Baba Yaga is a popular and enduring character from Slavic and Russian folklore, distinguished from her fellow witches by both her unique mode of conveyance (a flying mortar and pestle) and home (a semi-sentient cottage perched atop a pair of chicken legs). Undoubtedly a creature created in oral tradition, like most folkloric heroes and villains she's appeared in every media as its been invented.

In comics, she's had recurring roles in Bill Willingham and company's Fables and Mike Mignola's Hellboy. The Marvel Universe has its own Baba Yaga, and naturally Zenescope's Grimm Fairy Tales has a "sexy" Baba Yaga among its sprawling cast. But if you want to know what the best Baba Yaga comic is, I would say it's 1992's The Sandman #38, by Neil Gaiman and artists Duncan Eagleson and Vince Locke.

Or at least I would've said that if you asked me a few weeks ago. Now that I've read Baba Yaga's Assistant, a new graphic novel by first-time writer Marika McCoola and artist Emily Carroll, I'm not so sure.

Carroll's design for one of the most famous of witches is perfect, finding a sweet spot between "hag" and "monster" while maintaining an appropriate air of cartoonishness, so that this Baba Yaga is scary without becoming an object of horror.

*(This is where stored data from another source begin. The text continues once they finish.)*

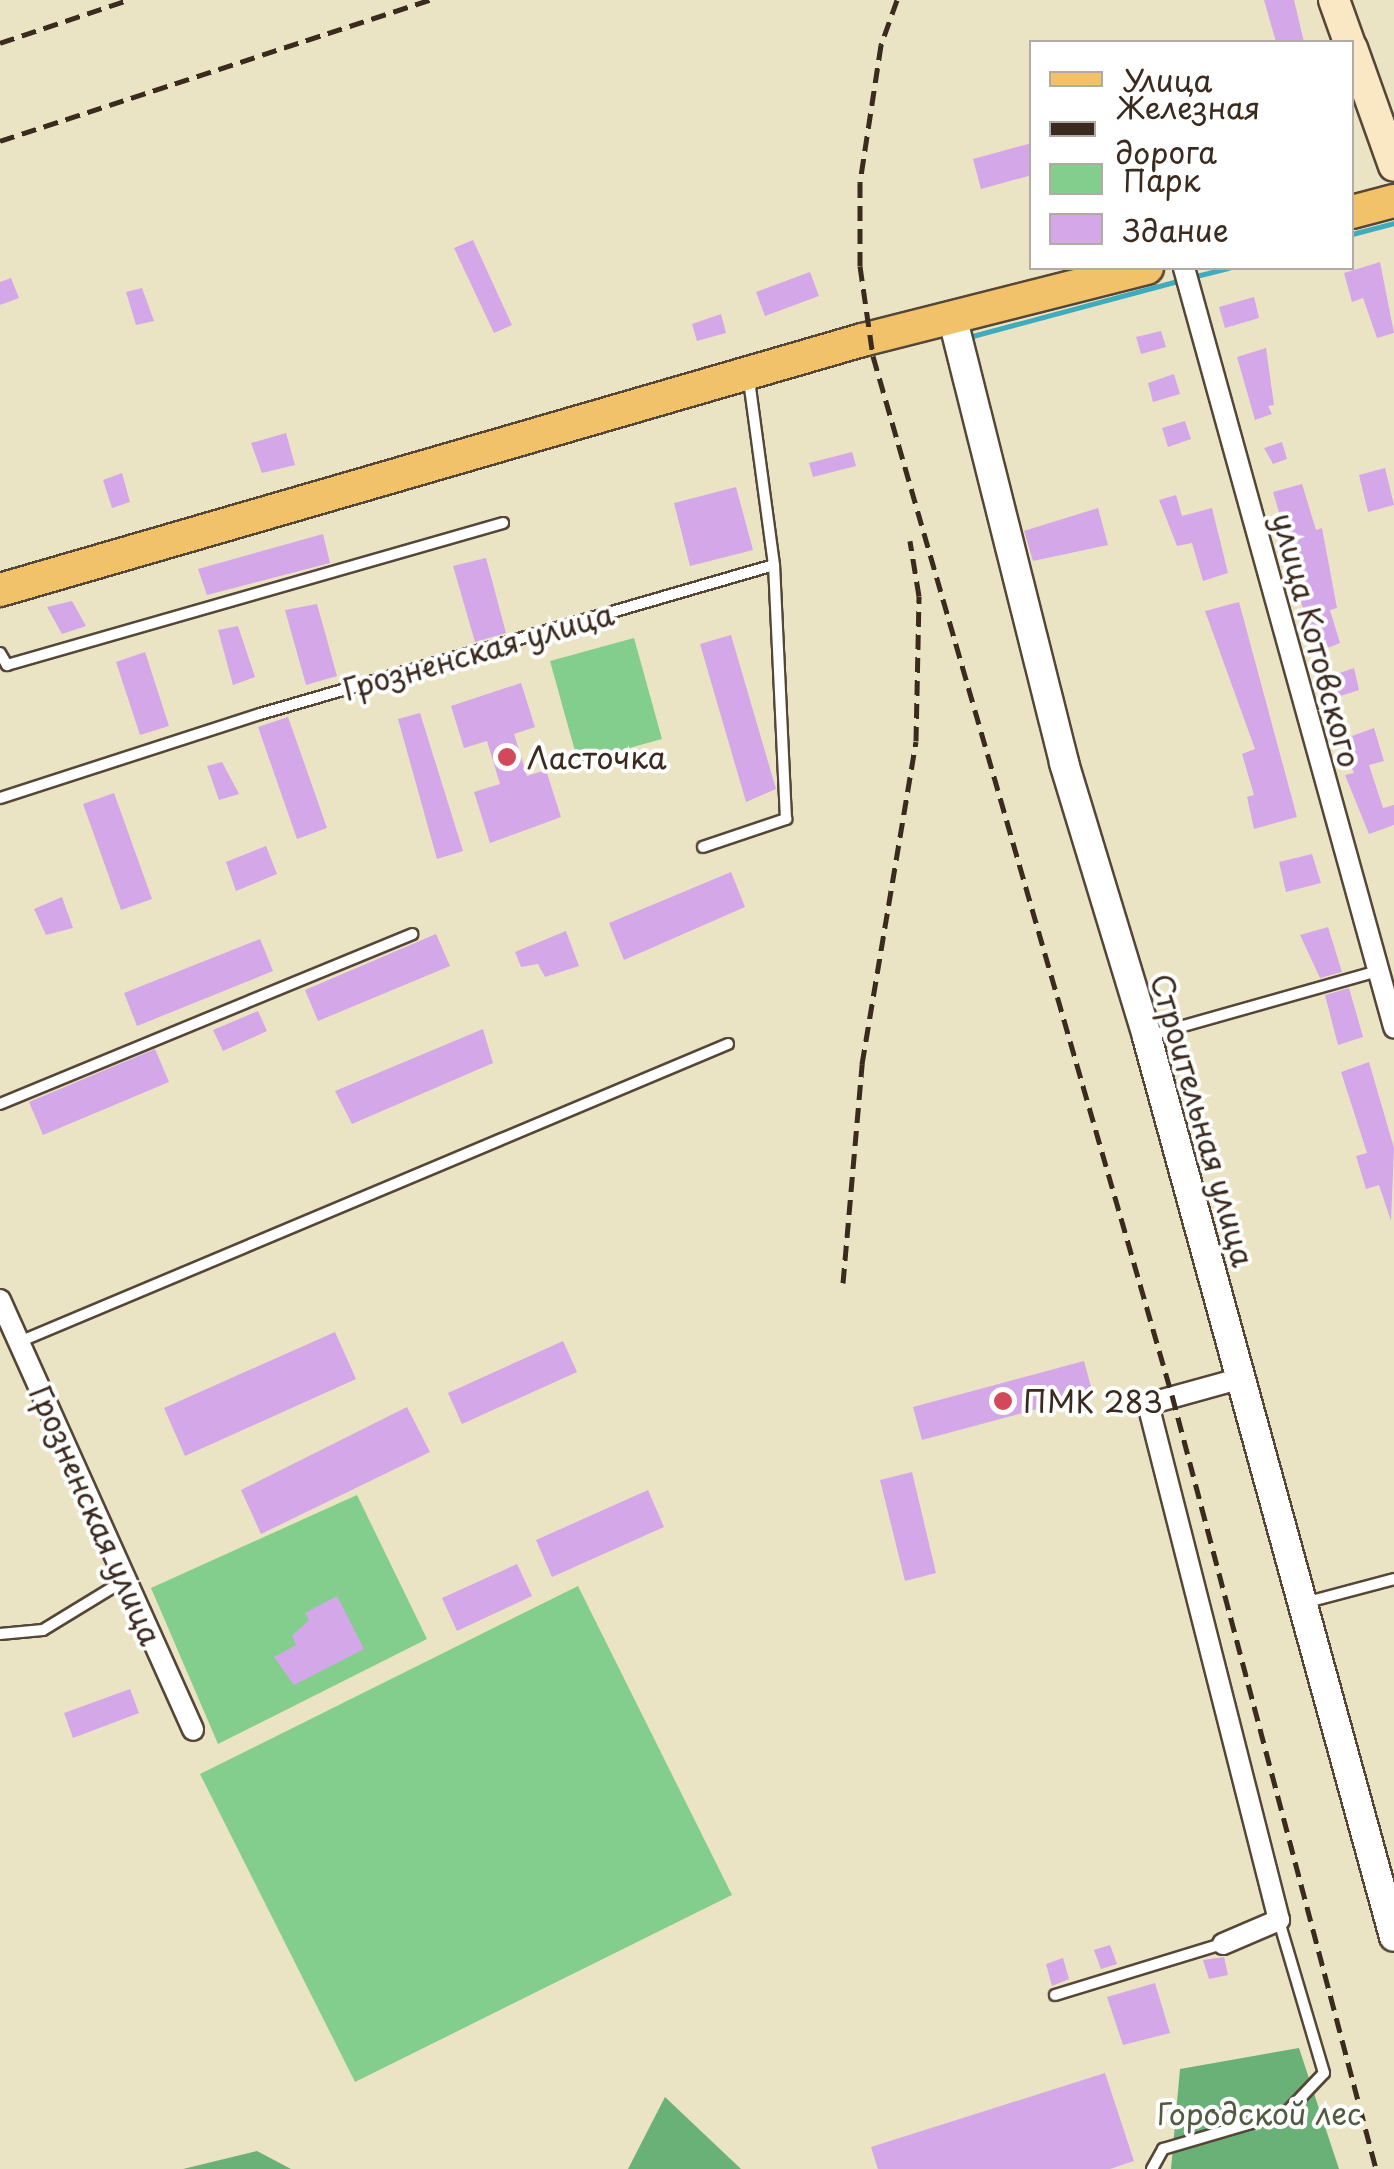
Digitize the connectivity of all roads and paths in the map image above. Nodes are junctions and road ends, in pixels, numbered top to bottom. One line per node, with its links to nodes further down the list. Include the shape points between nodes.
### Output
1 (1334, 0): 2 (main road)
2 (1348, 40)
3 (1354, 56): 4 (main road)
4 (1394, 166)
5 (1394, 201): 6 (main road)
6 (1354, 211)
7 (1140, 270): 9 (main road)
8 (1185, 270): 18 (street, улица Котовского)
9 (954, 320): 10 (main road); 20 (street, Строительная улица, via 1064,762)
10 (749, 374): 12 (lane); 13 (main road)
11 (503, 523): 14 (lane, via 7,666)
12 (774, 566): 15 (lane, Грозненская улица, via 260,714); 16 (lane, via 786,819)
13 (0, 590)
14 (0, 652)
15 (0, 798)
16 (703, 848)
17 (412, 934): 22 (lane)
18 (1377, 971): 19 (street, улица Котовского); 20 (lane)
19 (1394, 1028)
20 (1147, 1036): 25 (street, Строительная улица)
21 (728, 1044): 24 (lane)
22 (0, 1104)
23 (0, 1300): 24 (street, Грозненская улица)
24 (18, 1342): 27 (street, Грозненская улица)
25 (1242, 1378): 28 (street, Строительная улица); 31 (street, via 1148,1404)
26 (1394, 1579): 28 (lane)
27 (126, 1580): 29 (lane, via 43,1630); 30 (street, Грозненская улица)
28 (1304, 1603): 32 (street, Строительная улица)
29 (0, 1634)
30 (194, 1730)
31 (1279, 1920): 33 (street); 35 (lane, via 1324,2072 1286,2113 1163,2150)
32 (1394, 1938)
33 (1224, 1944): 34 (lane)
34 (1055, 1995)
35 (1152, 2169)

Carroll likewise nails the most recognizable elements of the character, her house and her ride, and some rather complex world-building that's called on by McCoola's story. There are multiple Baba Yaga's in this narrative, the "real" one that our heroine Masha meets, the real-er one that she comes to know by the end of the story, and the versions of Baba Yaga that exist in the stories that Masha has been told her entire life, mostly by her late grandmother. In a sense, McCoola and Carroll's Baba Yaga is like a Russian nesting doll, with versions within versions; perhaps not so coincidentally, a magic Russian nesting doll is another character in the book.

Masha is a lonely young girl who has lost her mother at a very young age (as so many fairy tale heroines do), and then lost her grandmother, too. Her father is about to remarry, giving Masha a stepmother and a stepsister, another typical event in the life of a fairy tale character.

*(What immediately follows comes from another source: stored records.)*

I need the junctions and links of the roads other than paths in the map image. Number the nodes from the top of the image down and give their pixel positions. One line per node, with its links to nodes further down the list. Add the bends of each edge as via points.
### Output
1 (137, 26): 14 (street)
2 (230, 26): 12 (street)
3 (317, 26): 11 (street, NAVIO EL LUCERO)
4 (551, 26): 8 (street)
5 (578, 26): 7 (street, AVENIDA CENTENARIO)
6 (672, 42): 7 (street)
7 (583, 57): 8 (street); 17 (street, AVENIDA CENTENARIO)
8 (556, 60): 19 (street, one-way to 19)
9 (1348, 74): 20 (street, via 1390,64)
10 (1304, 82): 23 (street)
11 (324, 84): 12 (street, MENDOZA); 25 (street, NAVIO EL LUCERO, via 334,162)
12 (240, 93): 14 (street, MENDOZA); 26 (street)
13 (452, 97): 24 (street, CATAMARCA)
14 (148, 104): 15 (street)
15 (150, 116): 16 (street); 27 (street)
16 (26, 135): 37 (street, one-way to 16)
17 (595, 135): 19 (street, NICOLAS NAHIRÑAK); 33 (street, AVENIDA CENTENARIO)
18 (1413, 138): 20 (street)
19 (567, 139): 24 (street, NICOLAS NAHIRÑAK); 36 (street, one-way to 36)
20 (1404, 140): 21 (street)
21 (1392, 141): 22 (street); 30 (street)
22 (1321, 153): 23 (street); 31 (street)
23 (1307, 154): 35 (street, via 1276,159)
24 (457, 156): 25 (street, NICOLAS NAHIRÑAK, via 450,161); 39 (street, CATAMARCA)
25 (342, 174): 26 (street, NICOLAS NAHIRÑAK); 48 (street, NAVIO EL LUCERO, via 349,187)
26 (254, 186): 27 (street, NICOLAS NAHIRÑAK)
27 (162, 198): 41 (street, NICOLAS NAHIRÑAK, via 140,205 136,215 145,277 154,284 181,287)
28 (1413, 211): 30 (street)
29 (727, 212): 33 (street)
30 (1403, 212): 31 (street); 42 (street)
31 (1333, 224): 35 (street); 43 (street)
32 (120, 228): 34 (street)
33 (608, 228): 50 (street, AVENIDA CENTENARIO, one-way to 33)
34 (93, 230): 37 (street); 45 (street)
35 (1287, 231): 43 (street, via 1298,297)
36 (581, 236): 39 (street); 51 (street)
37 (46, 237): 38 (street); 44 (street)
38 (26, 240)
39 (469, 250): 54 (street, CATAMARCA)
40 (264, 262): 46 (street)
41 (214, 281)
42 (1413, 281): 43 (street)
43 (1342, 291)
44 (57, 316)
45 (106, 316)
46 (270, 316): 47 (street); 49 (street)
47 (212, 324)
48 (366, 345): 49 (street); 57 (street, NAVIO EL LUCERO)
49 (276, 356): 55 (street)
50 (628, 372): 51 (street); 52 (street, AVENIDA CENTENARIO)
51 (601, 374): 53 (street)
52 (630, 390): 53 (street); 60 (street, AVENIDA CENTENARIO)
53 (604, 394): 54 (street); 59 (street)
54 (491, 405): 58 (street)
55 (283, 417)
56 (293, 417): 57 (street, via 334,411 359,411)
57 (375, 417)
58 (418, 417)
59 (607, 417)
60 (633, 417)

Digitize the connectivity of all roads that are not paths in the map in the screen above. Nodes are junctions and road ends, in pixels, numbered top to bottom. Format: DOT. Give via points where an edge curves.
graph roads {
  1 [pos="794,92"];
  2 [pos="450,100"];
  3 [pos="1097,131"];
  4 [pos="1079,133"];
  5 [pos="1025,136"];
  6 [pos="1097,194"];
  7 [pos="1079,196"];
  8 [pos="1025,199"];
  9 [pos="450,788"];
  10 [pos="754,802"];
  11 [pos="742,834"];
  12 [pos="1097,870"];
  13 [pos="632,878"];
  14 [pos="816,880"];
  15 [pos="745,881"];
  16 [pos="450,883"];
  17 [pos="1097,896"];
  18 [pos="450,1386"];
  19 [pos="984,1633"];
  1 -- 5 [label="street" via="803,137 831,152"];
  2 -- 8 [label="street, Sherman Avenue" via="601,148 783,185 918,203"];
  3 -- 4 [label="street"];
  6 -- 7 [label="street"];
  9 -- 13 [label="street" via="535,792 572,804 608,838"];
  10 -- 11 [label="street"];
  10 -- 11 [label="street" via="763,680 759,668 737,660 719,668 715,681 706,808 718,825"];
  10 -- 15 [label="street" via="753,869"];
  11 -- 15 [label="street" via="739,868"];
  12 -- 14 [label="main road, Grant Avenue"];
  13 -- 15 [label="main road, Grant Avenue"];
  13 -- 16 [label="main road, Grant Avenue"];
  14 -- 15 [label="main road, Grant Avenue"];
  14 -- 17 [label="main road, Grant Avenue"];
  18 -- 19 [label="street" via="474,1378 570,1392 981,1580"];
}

Masha decides to run away, answering a help-wanted ad for an assistant placed in the newspaper by none other than Baba Yaga. Once Masha finds Baba Yaga's house, and finds her way into it, she must pass three tests in order to get the job. With some magical help and her knowledge of Baba Yaga stories, she manages to do rather nicely ... up until the point where she's tasked with cooking a handful of naughty children, her stepsister-to-be included.



McCoola's story is very matter-of-fact in its telling, with a presentation of the fantastic as ordinary. Here, stories and folklore are things that happened in "the past," but not a specific part of the past -- a generation or two ago or 250 years ago, the past is the past.

Despite having such a renowned villain as one of the main characters, Baba Yaga's Assistant finds the humanity in the witch, as Masha discovers that she's just another grandmother of sorts, and the witch provides a living connection to her late grandmother, who they both knew in different ways, and who they know one another through. It's a modern fairy tale of sorts, but more so in its deconstruction of older fairy tales, and its meta-fictional references to them. It's a modern fairy tale in that it's of the sort that could be told today rather than in the 18th or 19th centuries; that is, the story itself and its telling are updated, not its trappings.

Is it the best Baba Yaga comic, then? Well, I'd have to re-read that issue of Sandman before I chose one over the other. But then, thinking of Baba Yaga's Assistant as a Baba Yaga comic sure is a limiting way to look at it. It's a damn good comic, whether compared to other comics with Baba Yaga in them or without Baba Yaga. It's also another example of why Carroll is an artist worthy of attention, and a hell of a debut from McCoola.